SC 14D9/A 1 a07-13121_3sc14d9a.htm SC 14D9

 

SECURITIES AND EXCHANGE COMMISSION

Washington, D.C. 20549

 

Schedule 14D-9

SOLICITATION/RECOMMENDATION STATEMENT

UNDER SECTION 14(d)(4) OF THE

SECURITIES EXCHANGE ACT OF 1934

(Amendment No. 6)

 

International Electronics, Inc.

(Name of Subject Company)

 

International Electronics, Inc.

(Name of Person(s) Filing Statement)

 

Common Stock, Par Value $0.01 Per Share

(Title of Class of Securities)

 

459436507

(CUSIP Number of Class of Securities)

 

John Waldstein

President, Chief Executive Officer, Treasurer, Chief Financial Officer and Chairman of the Board

International Electronics, Inc.

427 Turnpike Street

Canton, Massachusetts 02021

(781) 821-5566

(Name, Address, and Telephone Number of Person Authorized to Receive

Notices and Communications on Behalf of the Person(s) Filing Statement)

 

Copies To:

James W. Hackett, Jr., Esq.

Frederick P. Callori, Esq.

Choate, Hall & Stewart LLP

Two International Place

Boston, MA 02110

(617) 248-5000

o                                    Check the box if the filing relates solely to preliminary communications made before the commencement of a tender offer.

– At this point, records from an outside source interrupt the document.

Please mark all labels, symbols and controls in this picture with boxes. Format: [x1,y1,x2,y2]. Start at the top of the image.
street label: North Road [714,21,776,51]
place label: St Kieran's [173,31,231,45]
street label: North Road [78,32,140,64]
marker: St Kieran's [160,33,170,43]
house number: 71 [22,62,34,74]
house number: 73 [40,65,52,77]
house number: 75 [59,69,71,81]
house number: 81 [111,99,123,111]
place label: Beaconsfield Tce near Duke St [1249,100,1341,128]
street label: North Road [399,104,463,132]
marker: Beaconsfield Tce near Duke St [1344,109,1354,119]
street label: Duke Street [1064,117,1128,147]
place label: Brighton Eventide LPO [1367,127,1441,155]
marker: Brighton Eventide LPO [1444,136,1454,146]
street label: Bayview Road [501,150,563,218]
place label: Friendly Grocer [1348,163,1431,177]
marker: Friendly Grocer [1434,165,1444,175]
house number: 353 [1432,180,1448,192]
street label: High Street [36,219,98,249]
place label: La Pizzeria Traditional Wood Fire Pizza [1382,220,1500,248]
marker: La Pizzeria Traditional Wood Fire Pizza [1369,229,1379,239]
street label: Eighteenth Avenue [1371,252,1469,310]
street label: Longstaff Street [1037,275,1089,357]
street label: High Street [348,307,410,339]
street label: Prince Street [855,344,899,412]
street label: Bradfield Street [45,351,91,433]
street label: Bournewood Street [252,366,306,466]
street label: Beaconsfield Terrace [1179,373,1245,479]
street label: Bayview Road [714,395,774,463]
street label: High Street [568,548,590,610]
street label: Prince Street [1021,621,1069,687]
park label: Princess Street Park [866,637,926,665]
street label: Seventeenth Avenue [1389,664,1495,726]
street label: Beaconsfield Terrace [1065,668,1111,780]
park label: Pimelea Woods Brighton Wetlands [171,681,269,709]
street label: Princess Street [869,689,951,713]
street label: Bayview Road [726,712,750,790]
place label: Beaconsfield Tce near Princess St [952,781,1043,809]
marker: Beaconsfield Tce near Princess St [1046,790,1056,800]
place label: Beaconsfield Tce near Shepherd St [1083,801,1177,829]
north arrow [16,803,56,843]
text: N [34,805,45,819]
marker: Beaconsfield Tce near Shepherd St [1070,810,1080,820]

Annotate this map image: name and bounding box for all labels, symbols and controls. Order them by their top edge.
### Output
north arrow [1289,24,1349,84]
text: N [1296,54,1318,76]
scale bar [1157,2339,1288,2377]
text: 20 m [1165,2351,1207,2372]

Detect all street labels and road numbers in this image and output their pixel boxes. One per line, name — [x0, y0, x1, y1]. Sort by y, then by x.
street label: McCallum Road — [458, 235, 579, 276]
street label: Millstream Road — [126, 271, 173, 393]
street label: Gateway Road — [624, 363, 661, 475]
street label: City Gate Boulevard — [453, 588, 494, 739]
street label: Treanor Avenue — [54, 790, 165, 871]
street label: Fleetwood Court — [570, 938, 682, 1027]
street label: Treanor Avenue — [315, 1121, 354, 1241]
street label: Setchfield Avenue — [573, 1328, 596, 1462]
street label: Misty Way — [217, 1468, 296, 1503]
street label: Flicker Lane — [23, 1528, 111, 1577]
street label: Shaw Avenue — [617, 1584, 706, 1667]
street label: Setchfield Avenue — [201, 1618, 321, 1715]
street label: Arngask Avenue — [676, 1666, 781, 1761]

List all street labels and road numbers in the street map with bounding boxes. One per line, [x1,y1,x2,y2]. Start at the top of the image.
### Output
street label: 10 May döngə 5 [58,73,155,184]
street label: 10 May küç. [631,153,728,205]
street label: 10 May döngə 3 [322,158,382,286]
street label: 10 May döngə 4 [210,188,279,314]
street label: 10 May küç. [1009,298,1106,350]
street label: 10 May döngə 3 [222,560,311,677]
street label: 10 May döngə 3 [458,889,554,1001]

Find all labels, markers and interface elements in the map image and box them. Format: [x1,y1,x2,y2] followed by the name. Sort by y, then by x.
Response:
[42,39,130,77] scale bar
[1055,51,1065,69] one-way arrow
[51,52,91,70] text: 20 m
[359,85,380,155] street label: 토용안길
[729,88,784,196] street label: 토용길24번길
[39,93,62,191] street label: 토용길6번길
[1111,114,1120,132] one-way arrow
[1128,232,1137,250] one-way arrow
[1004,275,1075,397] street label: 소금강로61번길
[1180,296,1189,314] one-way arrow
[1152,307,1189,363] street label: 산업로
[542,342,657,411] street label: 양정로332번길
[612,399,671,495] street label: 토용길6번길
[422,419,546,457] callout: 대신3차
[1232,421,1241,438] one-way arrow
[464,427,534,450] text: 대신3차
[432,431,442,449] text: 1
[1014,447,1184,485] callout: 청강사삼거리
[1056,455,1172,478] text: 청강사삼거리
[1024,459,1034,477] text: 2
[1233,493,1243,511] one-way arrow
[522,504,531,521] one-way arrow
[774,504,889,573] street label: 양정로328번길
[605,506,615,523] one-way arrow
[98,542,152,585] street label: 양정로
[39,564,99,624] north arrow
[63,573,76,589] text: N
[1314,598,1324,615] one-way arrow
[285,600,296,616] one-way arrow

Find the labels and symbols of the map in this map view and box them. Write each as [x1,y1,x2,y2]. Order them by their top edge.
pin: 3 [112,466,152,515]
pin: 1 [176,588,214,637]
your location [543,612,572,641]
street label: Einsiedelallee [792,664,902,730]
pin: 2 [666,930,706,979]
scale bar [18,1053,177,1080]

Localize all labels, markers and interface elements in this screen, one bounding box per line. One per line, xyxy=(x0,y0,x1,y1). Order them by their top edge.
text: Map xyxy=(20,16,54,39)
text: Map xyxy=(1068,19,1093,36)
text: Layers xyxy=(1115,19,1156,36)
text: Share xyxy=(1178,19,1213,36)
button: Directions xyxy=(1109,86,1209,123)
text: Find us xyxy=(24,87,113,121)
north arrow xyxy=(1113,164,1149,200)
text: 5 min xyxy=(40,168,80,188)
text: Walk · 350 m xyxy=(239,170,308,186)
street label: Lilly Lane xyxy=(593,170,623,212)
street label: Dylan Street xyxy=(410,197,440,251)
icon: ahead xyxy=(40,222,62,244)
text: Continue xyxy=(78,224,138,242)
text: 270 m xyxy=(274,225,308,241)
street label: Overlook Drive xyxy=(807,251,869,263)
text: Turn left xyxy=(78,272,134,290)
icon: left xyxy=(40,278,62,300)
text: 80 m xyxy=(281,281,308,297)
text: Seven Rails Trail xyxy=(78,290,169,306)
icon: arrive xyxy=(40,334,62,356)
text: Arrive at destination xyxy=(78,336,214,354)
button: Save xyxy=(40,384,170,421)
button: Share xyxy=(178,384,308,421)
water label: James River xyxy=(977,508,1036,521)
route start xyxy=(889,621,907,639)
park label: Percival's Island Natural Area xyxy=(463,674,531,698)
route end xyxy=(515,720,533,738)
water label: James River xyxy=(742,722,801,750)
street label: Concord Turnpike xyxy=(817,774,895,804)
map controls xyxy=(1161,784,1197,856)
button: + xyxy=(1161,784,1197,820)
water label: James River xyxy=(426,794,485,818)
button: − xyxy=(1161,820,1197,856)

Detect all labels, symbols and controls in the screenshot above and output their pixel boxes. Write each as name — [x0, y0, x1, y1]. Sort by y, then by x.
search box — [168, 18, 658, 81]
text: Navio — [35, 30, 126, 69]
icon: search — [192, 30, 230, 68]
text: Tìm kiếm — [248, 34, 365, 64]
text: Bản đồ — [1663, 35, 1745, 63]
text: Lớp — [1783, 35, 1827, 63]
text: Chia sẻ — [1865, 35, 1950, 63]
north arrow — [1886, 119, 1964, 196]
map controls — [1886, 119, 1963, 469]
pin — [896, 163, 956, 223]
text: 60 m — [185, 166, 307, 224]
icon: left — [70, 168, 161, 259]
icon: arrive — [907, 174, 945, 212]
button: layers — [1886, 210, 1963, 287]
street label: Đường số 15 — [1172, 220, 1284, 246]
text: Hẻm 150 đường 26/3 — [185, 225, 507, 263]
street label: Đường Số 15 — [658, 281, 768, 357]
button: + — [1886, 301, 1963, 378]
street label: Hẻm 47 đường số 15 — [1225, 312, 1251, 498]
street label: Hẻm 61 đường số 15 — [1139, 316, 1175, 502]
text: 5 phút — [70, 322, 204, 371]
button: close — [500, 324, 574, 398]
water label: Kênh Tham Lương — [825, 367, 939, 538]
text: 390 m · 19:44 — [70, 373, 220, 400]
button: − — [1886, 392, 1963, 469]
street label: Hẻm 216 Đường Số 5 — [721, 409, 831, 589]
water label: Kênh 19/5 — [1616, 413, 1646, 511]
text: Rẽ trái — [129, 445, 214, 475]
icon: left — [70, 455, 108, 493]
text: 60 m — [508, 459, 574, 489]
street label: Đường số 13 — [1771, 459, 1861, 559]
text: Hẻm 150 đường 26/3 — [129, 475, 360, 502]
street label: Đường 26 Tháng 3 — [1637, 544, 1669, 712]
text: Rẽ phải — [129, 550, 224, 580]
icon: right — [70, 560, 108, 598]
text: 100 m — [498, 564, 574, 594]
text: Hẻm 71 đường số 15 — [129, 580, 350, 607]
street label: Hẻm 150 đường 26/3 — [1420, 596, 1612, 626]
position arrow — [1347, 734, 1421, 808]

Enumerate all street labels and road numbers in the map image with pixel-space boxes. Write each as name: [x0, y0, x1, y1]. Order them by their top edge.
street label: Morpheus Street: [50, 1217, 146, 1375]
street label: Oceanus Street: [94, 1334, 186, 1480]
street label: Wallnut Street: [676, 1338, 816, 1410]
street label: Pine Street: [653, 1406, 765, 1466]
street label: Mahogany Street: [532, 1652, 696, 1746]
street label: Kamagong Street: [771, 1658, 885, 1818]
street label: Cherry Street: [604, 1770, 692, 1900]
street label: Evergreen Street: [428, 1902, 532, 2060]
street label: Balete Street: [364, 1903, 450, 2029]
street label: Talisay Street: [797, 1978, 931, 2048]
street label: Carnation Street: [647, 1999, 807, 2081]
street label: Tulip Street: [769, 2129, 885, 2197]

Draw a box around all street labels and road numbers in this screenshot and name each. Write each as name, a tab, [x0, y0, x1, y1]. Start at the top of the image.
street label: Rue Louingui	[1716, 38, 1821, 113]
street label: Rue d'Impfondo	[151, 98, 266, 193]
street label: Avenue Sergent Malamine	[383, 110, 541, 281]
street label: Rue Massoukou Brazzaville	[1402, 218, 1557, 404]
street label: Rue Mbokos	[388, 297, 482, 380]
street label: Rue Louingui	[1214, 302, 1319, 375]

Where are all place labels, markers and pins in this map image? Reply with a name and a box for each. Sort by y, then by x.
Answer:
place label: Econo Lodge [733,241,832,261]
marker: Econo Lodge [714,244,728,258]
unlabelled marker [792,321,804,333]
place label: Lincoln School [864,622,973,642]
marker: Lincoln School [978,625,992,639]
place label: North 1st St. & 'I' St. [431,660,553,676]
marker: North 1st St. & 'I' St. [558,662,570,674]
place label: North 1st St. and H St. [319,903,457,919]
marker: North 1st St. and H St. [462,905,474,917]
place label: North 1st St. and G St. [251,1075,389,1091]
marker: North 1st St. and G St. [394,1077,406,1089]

This Amendment No. 6 amends and supplements the Solicitation/Recommendation Statement on Schedule 14D-9 initially filed with the Securities and Exchange Commission (the “SEC”) on March 16, 2007, as amended and supplemented by Amendment No. 1 filed with the SEC on March 20, 2007, Amendment No. 2 filed with the SEC on March 28, 2007, Amendment No. 3 filed with the SEC on April 2, 2007, Amendment No. 4 filed with the SEC on April 13, 2007 and Amendment No. 5 filed with the SEC on May 3, 2007 (as amended and supplemented, the “Statement”) by International Electronics, Inc., a Massachusetts corporation (the “Company” or “IEI”), relating to the tender offer by RISCO Ltd., through its Rokonet Industries, U.S.A., Inc. subsidiary (“RISCO”), to acquire all of the Company’s issued and outstanding capital stock at a price of $4.00 per share, upon the terms and subject to the conditions described in the Tender Offer Statement of Schedule TO originally filed by RISCO with the SEC on March 6, 2007 (as amended and supplemented, the “Schedule TO”).

Item 4.    The Solicitation or Recommendation.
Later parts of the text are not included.